> [What to produce]:
A faithful copy of the entries is needed, one that leaves out the pictures.

> [Input]:

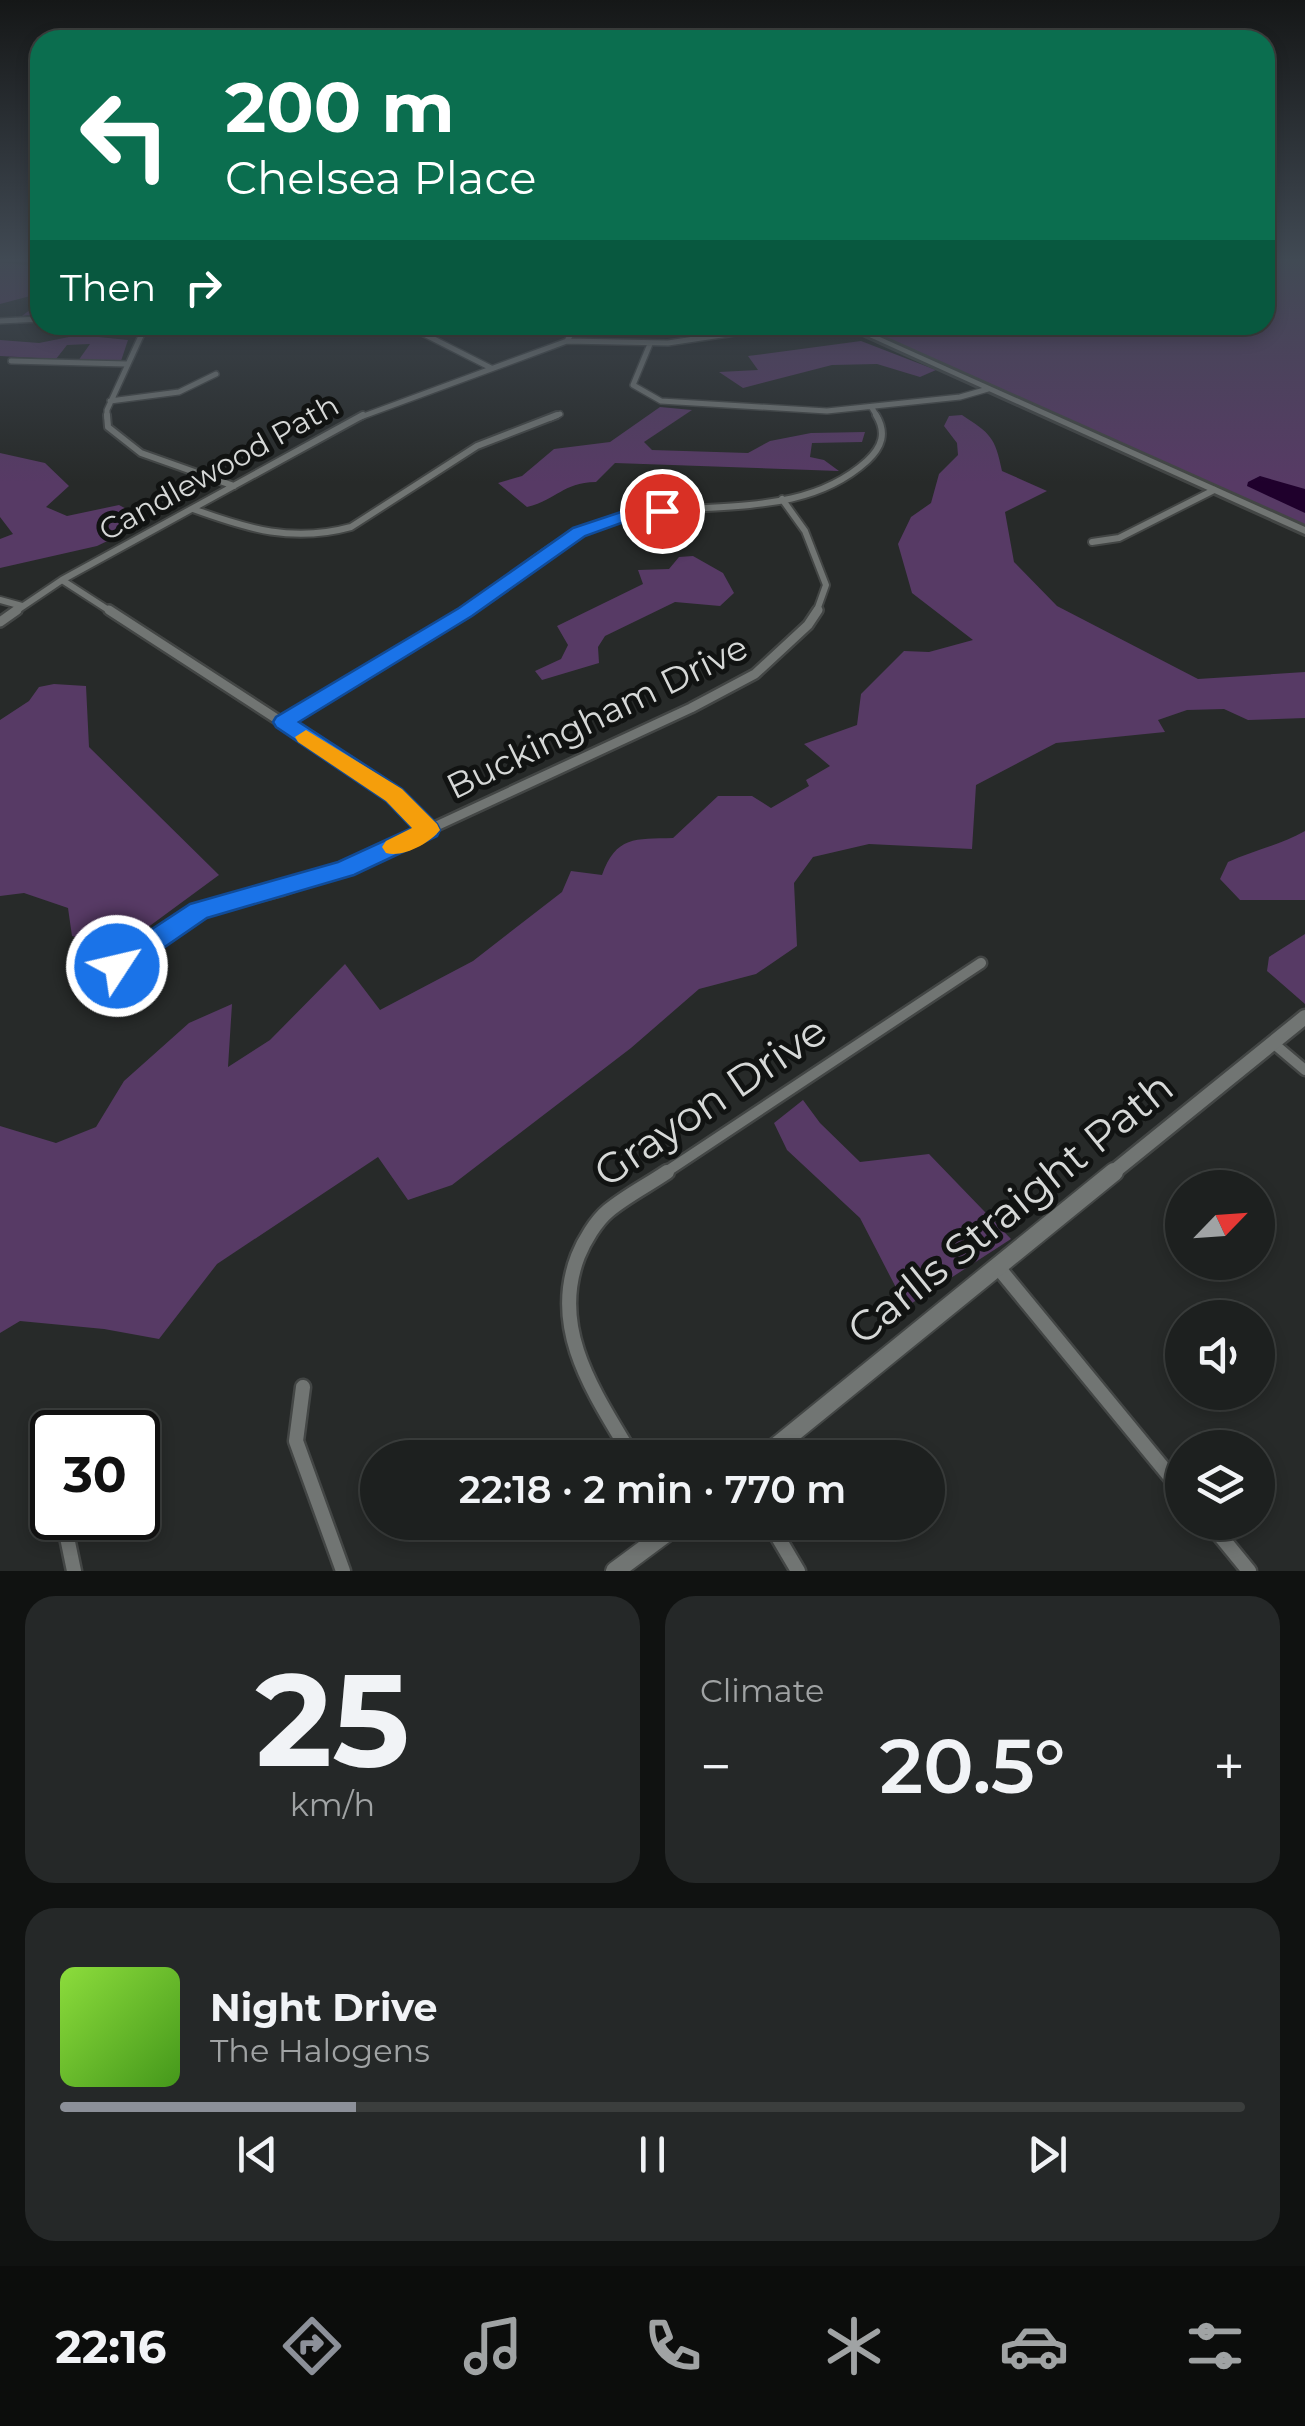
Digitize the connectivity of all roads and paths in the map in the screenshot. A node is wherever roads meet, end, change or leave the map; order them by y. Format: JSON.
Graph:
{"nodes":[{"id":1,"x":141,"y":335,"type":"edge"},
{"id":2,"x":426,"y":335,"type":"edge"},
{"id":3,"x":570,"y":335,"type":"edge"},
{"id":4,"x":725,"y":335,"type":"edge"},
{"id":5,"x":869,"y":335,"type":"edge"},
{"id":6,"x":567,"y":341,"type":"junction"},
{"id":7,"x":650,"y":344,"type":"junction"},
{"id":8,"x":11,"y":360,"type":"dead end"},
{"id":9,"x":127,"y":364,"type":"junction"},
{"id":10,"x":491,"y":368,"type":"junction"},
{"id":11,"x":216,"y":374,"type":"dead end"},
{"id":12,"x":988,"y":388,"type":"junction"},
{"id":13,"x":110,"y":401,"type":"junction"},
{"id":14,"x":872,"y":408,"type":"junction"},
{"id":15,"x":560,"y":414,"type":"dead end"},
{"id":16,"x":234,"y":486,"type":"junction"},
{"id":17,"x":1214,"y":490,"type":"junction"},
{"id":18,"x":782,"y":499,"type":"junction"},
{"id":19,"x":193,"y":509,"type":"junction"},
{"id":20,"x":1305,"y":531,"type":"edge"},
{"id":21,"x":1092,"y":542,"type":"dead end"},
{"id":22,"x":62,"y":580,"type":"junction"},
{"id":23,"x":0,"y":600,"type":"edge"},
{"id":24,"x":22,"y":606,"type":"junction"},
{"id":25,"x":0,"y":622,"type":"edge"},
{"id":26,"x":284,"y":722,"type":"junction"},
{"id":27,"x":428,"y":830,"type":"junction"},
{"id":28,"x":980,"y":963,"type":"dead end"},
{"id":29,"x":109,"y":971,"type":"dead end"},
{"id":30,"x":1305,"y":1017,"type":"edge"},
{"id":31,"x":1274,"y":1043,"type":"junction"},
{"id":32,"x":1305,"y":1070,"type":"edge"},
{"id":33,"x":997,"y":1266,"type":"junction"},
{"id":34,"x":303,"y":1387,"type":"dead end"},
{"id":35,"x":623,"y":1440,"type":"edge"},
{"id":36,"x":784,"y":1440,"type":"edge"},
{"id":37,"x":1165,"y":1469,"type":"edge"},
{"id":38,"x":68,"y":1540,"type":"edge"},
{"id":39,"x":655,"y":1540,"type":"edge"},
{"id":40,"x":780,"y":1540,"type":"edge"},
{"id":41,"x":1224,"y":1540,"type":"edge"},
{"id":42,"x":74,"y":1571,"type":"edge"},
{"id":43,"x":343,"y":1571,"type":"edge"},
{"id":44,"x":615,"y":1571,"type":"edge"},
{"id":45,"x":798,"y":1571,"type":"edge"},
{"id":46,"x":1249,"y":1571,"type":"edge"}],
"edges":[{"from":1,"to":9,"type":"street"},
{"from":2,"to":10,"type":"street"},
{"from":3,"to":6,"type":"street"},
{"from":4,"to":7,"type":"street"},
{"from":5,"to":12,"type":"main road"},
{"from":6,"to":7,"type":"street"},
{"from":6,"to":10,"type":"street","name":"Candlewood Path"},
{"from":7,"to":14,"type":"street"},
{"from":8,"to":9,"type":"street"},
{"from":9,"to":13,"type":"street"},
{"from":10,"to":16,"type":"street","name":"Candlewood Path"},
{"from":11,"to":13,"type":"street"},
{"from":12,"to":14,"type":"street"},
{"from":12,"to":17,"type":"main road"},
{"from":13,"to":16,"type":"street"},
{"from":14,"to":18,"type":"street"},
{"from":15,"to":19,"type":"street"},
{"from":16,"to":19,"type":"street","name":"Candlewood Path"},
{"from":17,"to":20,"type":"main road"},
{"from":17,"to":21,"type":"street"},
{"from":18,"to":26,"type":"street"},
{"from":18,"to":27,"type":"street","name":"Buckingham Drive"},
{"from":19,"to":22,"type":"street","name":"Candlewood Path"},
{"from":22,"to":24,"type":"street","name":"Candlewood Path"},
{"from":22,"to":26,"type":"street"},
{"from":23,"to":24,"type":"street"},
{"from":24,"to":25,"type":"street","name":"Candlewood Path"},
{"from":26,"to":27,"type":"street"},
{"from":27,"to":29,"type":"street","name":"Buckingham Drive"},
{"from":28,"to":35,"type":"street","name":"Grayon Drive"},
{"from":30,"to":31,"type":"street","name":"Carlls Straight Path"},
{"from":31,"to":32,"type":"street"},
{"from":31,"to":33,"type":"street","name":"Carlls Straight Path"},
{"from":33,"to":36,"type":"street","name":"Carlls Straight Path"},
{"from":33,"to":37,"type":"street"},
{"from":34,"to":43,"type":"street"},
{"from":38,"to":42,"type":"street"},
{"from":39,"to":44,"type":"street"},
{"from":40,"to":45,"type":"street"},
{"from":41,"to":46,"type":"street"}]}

> [Exercise solution]:
Digitize the connectivity of all roads and paths in the map in the screenshot. A node is wherever roads meet, end, change or leave the map; order them by y. Format: JSON.
Graph:
{"nodes":[{"id":1,"x":141,"y":335,"type":"edge"},
{"id":2,"x":426,"y":335,"type":"edge"},
{"id":3,"x":570,"y":335,"type":"edge"},
{"id":4,"x":725,"y":335,"type":"edge"},
{"id":5,"x":869,"y":335,"type":"edge"},
{"id":6,"x":567,"y":341,"type":"junction"},
{"id":7,"x":650,"y":344,"type":"junction"},
{"id":8,"x":11,"y":360,"type":"dead end"},
{"id":9,"x":127,"y":364,"type":"junction"},
{"id":10,"x":491,"y":368,"type":"junction"},
{"id":11,"x":216,"y":374,"type":"dead end"},
{"id":12,"x":988,"y":388,"type":"junction"},
{"id":13,"x":110,"y":401,"type":"junction"},
{"id":14,"x":872,"y":408,"type":"junction"},
{"id":15,"x":560,"y":414,"type":"dead end"},
{"id":16,"x":234,"y":486,"type":"junction"},
{"id":17,"x":1214,"y":490,"type":"junction"},
{"id":18,"x":782,"y":499,"type":"junction"},
{"id":19,"x":193,"y":509,"type":"junction"},
{"id":20,"x":1305,"y":531,"type":"edge"},
{"id":21,"x":1092,"y":542,"type":"dead end"},
{"id":22,"x":62,"y":580,"type":"junction"},
{"id":23,"x":0,"y":600,"type":"edge"},
{"id":24,"x":22,"y":606,"type":"junction"},
{"id":25,"x":0,"y":622,"type":"edge"},
{"id":26,"x":284,"y":722,"type":"junction"},
{"id":27,"x":428,"y":830,"type":"junction"},
{"id":28,"x":980,"y":963,"type":"dead end"},
{"id":29,"x":109,"y":971,"type":"dead end"},
{"id":30,"x":1305,"y":1017,"type":"edge"},
{"id":31,"x":1274,"y":1043,"type":"junction"},
{"id":32,"x":1305,"y":1070,"type":"edge"},
{"id":33,"x":997,"y":1266,"type":"junction"},
{"id":34,"x":303,"y":1387,"type":"dead end"},
{"id":35,"x":623,"y":1440,"type":"edge"},
{"id":36,"x":784,"y":1440,"type":"edge"},
{"id":37,"x":1165,"y":1469,"type":"edge"},
{"id":38,"x":68,"y":1540,"type":"edge"},
{"id":39,"x":655,"y":1540,"type":"edge"},
{"id":40,"x":780,"y":1540,"type":"edge"},
{"id":41,"x":1224,"y":1540,"type":"edge"},
{"id":42,"x":74,"y":1571,"type":"edge"},
{"id":43,"x":343,"y":1571,"type":"edge"},
{"id":44,"x":615,"y":1571,"type":"edge"},
{"id":45,"x":798,"y":1571,"type":"edge"},
{"id":46,"x":1249,"y":1571,"type":"edge"}],
"edges":[{"from":1,"to":9,"type":"street"},
{"from":2,"to":10,"type":"street"},
{"from":3,"to":6,"type":"street"},
{"from":4,"to":7,"type":"street"},
{"from":5,"to":12,"type":"main road"},
{"from":6,"to":7,"type":"street"},
{"from":6,"to":10,"type":"street","name":"Candlewood Path"},
{"from":7,"to":14,"type":"street"},
{"from":8,"to":9,"type":"street"},
{"from":9,"to":13,"type":"street"},
{"from":10,"to":16,"type":"street","name":"Candlewood Path"},
{"from":11,"to":13,"type":"street"},
{"from":12,"to":14,"type":"street"},
{"from":12,"to":17,"type":"main road"},
{"from":13,"to":16,"type":"street"},
{"from":14,"to":18,"type":"street"},
{"from":15,"to":19,"type":"street"},
{"from":16,"to":19,"type":"street","name":"Candlewood Path"},
{"from":17,"to":20,"type":"main road"},
{"from":17,"to":21,"type":"street"},
{"from":18,"to":26,"type":"street"},
{"from":18,"to":27,"type":"street","name":"Buckingham Drive"},
{"from":19,"to":22,"type":"street","name":"Candlewood Path"},
{"from":22,"to":24,"type":"street","name":"Candlewood Path"},
{"from":22,"to":26,"type":"street"},
{"from":23,"to":24,"type":"street"},
{"from":24,"to":25,"type":"street","name":"Candlewood Path"},
{"from":26,"to":27,"type":"street"},
{"from":27,"to":29,"type":"street","name":"Buckingham Drive"},
{"from":28,"to":35,"type":"street","name":"Grayon Drive"},
{"from":30,"to":31,"type":"street","name":"Carlls Straight Path"},
{"from":31,"to":32,"type":"street"},
{"from":31,"to":33,"type":"street","name":"Carlls Straight Path"},
{"from":33,"to":36,"type":"street","name":"Carlls Straight Path"},
{"from":33,"to":37,"type":"street"},
{"from":34,"to":43,"type":"street"},
{"from":38,"to":42,"type":"street"},
{"from":39,"to":44,"type":"street"},
{"from":40,"to":45,"type":"street"},
{"from":41,"to":46,"type":"street"}]}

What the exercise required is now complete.